Campbell Protects the Great Indoors
Monday, October 17, 2011
- Organization: Legal Aid of North Carolina
Campbell University Senior Law Clinic (SLC) students, under the supervision of SLC Director Roger Manus (photograph), have spent a lot of time in the past 18 months keeping the roofs over the heads of senior widows.
A 63 year old lady got behind on her housing authority apartment rent when she had to replace all her furniture following a bedbug infestation in her building. SLC students Angela Guarin and Brian O'Shaughnessy argued in court that the client had disposed of her infested furniture at the landlord's request, necessitating a diversion of her funds to replace it. They also argued that that as the result of developing early Alzheimer's, the client sometimes forgot if she had paid her rent or not. Angela and Brian contended that the client was entitled to a rent rebate for her ruined property, and to reasonable accommodation in the form of being reminded to pay her rent in advance of its due date. The magistrate still granted the landlord's claim for summary ejectment. The SLC appealed. At the appeal hearing the landlord agreed to drop its eviction case if the client paid the back-due rent. The client, after consulting with her children, agreed to this, and she kept her apartment. (Brian is now a licensed NC attorney.)

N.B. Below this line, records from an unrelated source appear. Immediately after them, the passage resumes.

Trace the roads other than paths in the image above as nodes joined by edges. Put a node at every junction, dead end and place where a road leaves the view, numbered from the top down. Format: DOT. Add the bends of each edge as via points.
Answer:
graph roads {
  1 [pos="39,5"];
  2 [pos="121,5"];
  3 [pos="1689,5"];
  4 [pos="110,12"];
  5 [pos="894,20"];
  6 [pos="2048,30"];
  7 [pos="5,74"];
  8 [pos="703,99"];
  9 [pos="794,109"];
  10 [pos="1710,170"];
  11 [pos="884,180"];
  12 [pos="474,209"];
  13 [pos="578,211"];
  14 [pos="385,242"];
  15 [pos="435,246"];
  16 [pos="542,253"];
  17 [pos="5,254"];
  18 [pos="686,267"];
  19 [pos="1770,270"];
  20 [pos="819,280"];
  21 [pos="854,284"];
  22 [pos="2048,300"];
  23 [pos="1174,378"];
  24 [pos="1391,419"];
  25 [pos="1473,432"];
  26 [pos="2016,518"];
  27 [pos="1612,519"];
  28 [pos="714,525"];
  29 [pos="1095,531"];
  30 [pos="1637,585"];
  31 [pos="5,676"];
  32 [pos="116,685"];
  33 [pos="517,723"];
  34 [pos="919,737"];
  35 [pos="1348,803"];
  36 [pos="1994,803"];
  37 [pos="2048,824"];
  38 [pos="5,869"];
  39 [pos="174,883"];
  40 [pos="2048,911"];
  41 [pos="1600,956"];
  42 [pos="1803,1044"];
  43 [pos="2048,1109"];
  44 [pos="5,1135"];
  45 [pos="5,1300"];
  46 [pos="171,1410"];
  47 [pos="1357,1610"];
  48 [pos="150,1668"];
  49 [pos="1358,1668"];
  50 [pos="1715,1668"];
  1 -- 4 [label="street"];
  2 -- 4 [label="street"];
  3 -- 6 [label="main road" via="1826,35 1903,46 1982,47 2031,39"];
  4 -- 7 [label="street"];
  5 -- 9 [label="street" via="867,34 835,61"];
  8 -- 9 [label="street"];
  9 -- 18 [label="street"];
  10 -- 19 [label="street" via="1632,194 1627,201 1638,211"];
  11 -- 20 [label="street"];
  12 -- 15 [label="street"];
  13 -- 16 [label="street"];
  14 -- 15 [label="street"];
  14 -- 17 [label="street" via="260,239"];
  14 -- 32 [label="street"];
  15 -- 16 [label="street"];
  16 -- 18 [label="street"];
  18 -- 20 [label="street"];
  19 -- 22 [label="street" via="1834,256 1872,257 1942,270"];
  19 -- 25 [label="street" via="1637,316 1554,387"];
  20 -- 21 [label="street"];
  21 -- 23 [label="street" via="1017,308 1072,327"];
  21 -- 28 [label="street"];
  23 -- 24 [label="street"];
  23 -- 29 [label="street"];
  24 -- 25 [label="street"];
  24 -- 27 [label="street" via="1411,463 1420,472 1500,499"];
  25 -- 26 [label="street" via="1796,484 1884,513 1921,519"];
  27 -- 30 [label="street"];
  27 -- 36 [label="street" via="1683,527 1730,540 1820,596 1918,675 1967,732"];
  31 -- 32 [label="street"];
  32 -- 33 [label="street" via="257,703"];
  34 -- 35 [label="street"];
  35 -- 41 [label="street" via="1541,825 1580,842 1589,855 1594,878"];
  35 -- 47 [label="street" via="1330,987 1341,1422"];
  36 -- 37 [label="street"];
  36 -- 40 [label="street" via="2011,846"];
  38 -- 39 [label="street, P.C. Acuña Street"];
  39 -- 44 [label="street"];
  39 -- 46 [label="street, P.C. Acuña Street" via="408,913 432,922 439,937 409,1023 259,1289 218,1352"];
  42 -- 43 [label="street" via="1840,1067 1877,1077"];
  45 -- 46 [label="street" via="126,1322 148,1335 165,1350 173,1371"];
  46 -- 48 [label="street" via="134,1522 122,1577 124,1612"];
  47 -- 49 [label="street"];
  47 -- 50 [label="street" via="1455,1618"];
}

A successor mortgage company advised a 76 year old widow that she owed them over $1800 for a payment she allegedly didn't make 5 years earlier to her original mortgage company, plus interest accrued on it. She sent the entire amount requested. Two and a half years later she received notice from a subsequent successor mortgage company alleging that she also owed $625 in late fees and a $286 "corporate advance fee". With great persistence, 3L Rebecca Yoder ascertained that the automatic bank draft to pay the mortgage was set up in an erroneous manner so that the client was counted as missing her first payment. Then, even though she made the extra payment when contacted 4 1/2 years later, all of her payments during that time were deemed late and assessed late fees because of the error concerning the first payment. Around the same time Rebecca made this finding, the subsequent successor mortgage company sent the client a letter alleging that she also owed them $911 for interest on back taxes, even though she had always paid her property taxes herself directly to the county. When confronted with the facts and evidence resulting from the investigation, the mortgage company agreed to delete all of the extra charges in dispute, including the "corporate advance fee" which the company decided to waive rather than explain.
Even now the SLC is putting the finishing touches on a public housing matter for yet another senior widow, and has just accepted a controversial rent-to-own case on behalf of another.